Entonces tomé mi primer retrato, el de ese desconocido huidizo y tuve la loca impresión que era algo mucho más misterioso que el acto de apretar el obturador y apretar una imagen. Era algo relacionado con algo incontrolable, continuo y profundo. Una idea sobre el tiempo y la permanencia. Por supuesto, con catorce años nadie piensa en esos términos pero si tuve muy claro que la fotografía no era un acto común. Que en realidad era una composición de una serie de elementos extraordinarios en lo que nos había reparado hasta entonces. Pensé que quizás...la fotografía tenía que ver con ese elemento blando y desigual que llamamos realidad y la manera como la comprendemos.
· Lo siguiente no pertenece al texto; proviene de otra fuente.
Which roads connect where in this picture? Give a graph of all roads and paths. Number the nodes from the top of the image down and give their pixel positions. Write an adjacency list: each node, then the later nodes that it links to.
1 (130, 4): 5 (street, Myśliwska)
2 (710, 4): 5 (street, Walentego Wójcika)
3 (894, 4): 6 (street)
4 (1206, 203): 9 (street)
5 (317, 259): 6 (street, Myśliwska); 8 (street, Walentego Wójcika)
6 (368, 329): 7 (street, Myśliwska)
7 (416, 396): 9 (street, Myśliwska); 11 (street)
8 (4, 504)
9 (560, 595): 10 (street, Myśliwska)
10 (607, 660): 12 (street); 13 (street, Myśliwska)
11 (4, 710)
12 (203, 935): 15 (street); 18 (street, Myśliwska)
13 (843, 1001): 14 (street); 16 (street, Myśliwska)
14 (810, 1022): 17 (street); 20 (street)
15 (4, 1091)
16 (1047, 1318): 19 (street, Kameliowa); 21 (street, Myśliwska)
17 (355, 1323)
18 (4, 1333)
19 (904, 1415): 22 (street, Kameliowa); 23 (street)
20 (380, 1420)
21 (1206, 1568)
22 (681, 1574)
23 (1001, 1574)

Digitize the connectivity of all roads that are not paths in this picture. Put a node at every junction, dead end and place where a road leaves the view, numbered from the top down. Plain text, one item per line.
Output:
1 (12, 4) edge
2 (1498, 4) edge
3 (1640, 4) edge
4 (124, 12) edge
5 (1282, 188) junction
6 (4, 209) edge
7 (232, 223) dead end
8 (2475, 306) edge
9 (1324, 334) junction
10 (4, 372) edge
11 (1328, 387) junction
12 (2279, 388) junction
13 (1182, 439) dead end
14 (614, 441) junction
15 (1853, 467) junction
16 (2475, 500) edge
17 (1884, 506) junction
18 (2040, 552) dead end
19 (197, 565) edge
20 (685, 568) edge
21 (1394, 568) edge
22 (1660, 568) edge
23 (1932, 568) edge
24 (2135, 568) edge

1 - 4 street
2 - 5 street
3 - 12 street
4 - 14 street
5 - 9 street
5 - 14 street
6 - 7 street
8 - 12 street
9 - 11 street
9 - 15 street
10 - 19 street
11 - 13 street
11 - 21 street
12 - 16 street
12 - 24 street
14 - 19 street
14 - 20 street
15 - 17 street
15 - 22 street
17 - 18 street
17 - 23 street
Supongo que no sería casual ni mucho menos inesperado, que después de fotografiar árboles, cielos despejados, perfiles de la montaña, las calles y avenidas polvorientas y encontrar que fotografiar un ser humano era algo por completo distinto incluso a la experiencia del autorretrato, decidiera volver mi lente curioso hacia mi familia. Todavía no sabía por qué lo hacia o que significaba todo aquello, pero si tenía algo muy claro: quería seguir haciéndolo.
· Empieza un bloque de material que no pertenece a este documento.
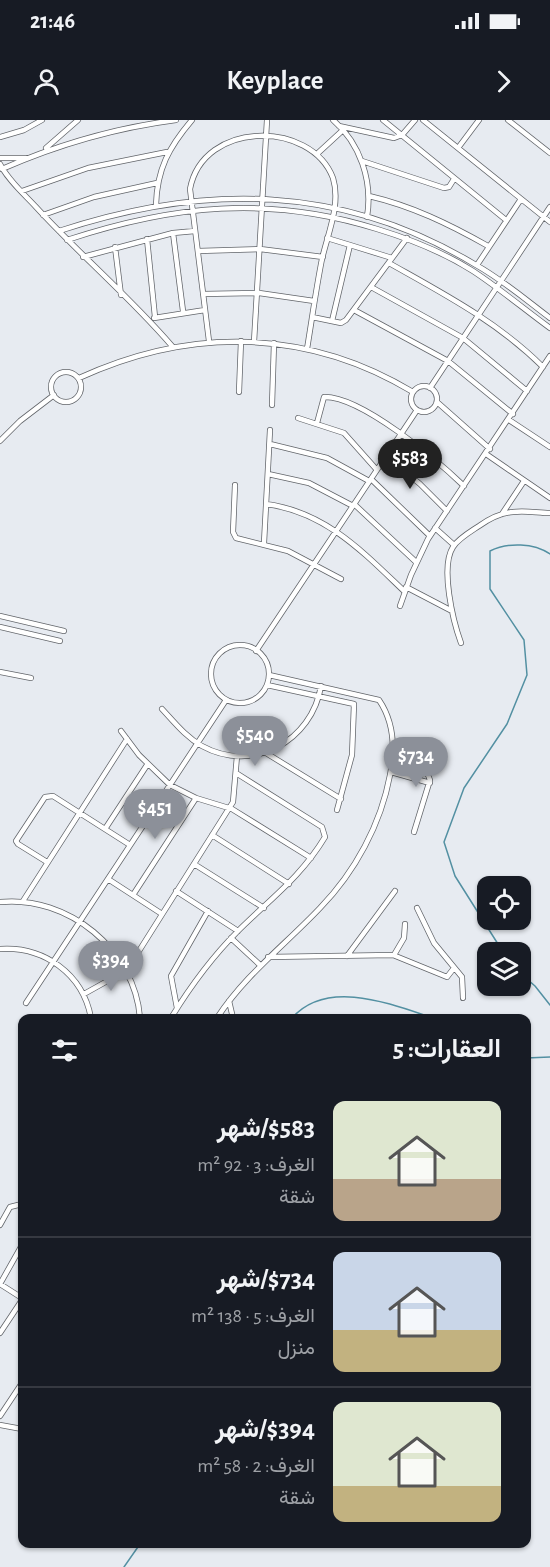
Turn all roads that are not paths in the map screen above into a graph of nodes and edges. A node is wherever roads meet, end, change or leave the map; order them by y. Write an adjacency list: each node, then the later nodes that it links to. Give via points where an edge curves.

- Que...la fotografía es mucho más que mirarme - declaré con gran aplomo - creo que fotografiar es ver. Y que verme a mi es como...perder el tiempo ¿No?
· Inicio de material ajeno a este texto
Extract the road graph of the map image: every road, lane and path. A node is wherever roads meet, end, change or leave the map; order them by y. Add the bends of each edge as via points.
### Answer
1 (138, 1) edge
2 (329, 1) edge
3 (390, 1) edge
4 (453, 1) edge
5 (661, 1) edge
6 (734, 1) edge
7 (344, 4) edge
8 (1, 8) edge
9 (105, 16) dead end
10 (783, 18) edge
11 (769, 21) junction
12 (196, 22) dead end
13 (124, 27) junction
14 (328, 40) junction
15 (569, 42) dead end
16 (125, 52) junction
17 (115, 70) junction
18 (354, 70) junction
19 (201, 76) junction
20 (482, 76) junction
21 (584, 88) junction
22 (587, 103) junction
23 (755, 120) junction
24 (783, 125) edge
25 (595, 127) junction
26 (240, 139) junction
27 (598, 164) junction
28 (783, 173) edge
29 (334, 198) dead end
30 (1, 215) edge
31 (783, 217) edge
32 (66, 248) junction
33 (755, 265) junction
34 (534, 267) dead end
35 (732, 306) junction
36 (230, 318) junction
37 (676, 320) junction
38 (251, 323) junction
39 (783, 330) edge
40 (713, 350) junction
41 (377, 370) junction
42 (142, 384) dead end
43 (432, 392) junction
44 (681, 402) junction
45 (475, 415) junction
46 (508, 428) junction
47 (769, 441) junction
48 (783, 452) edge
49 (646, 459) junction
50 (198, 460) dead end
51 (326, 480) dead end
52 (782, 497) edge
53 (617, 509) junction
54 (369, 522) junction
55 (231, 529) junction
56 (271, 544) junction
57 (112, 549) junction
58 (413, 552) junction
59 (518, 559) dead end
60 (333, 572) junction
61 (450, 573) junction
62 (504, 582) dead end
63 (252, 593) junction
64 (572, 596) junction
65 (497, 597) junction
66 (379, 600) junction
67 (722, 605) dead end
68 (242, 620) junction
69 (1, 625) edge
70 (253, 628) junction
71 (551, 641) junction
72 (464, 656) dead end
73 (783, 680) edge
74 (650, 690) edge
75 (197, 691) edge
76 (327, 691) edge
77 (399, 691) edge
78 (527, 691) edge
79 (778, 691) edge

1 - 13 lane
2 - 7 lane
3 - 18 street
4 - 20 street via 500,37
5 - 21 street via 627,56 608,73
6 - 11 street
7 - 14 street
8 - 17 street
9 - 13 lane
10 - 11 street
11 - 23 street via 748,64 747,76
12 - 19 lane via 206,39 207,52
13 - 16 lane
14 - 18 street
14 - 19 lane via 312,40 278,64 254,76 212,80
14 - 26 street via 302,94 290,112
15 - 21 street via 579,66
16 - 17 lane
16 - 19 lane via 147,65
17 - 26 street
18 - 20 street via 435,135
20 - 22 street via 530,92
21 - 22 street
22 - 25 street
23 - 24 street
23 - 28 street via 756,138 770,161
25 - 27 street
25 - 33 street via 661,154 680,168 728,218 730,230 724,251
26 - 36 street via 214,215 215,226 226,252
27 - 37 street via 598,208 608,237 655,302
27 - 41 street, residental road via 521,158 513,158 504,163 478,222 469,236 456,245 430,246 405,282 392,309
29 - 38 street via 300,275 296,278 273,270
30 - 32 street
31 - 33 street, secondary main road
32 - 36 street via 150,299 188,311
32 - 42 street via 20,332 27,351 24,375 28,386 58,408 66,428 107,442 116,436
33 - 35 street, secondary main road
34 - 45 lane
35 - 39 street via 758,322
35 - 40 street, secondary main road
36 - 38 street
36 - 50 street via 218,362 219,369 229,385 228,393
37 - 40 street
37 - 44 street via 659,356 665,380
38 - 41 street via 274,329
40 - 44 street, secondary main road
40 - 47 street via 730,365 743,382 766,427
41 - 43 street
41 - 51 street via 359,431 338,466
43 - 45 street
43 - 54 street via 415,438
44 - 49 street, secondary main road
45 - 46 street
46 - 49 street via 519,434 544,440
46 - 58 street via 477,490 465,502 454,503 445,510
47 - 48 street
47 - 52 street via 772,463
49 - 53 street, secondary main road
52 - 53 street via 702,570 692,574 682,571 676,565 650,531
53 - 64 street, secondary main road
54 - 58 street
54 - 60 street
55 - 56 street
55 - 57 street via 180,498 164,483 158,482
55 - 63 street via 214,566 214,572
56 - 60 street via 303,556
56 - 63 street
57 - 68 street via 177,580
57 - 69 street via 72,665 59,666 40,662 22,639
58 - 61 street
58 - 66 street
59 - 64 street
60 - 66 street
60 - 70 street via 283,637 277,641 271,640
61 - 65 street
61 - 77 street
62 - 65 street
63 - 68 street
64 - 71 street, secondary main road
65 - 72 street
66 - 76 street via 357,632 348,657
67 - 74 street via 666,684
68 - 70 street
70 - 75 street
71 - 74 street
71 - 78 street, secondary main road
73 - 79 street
Abuela no dijo nada y siguió revolviendo la sopa del mediodía. Cuando me miró, tenía una expresión pensativa.

- ¿Por qué?
- Porque... - me mordí el labio tratando de encontrar las palabras justas - porque yo sólo soy yo. Una muchacha cualquiera. ¿Qué puede ser tan asombroso en mi como para fotografiarlo siempre?

Abuela tomó un puñado de verduras que había cortado y las arrojó a la olla. Después añadió un puñado de sal y siguió revolviendo. Como siempre, hacia todo aquello con una seguridad de gestos que lo hacían parecer todo muy  importantes y significativo. Pensé que era muy extraño eso: mi abuela tenía la capacidad de brindar sentido incluso a gestos por completo comunes. Supuse que tenía que ver con el hecho que era bruja y que había pasado toda su vida, reflexionando sobre la importancia de mirar cada cosa con atención. Una idea que aún yo no aprendía del todo.

- Una vez una bruja muy vieja me dijo que lo más asombroso que había visto nunca era su mirada en un espejo - comentó al cabo de unos minutos - que le sorprendió mirarse así misma como un cúmulo de ideas y no solamente un rostro. Puede ser que eso haga interesante todo lo que mires a continuación ¿No?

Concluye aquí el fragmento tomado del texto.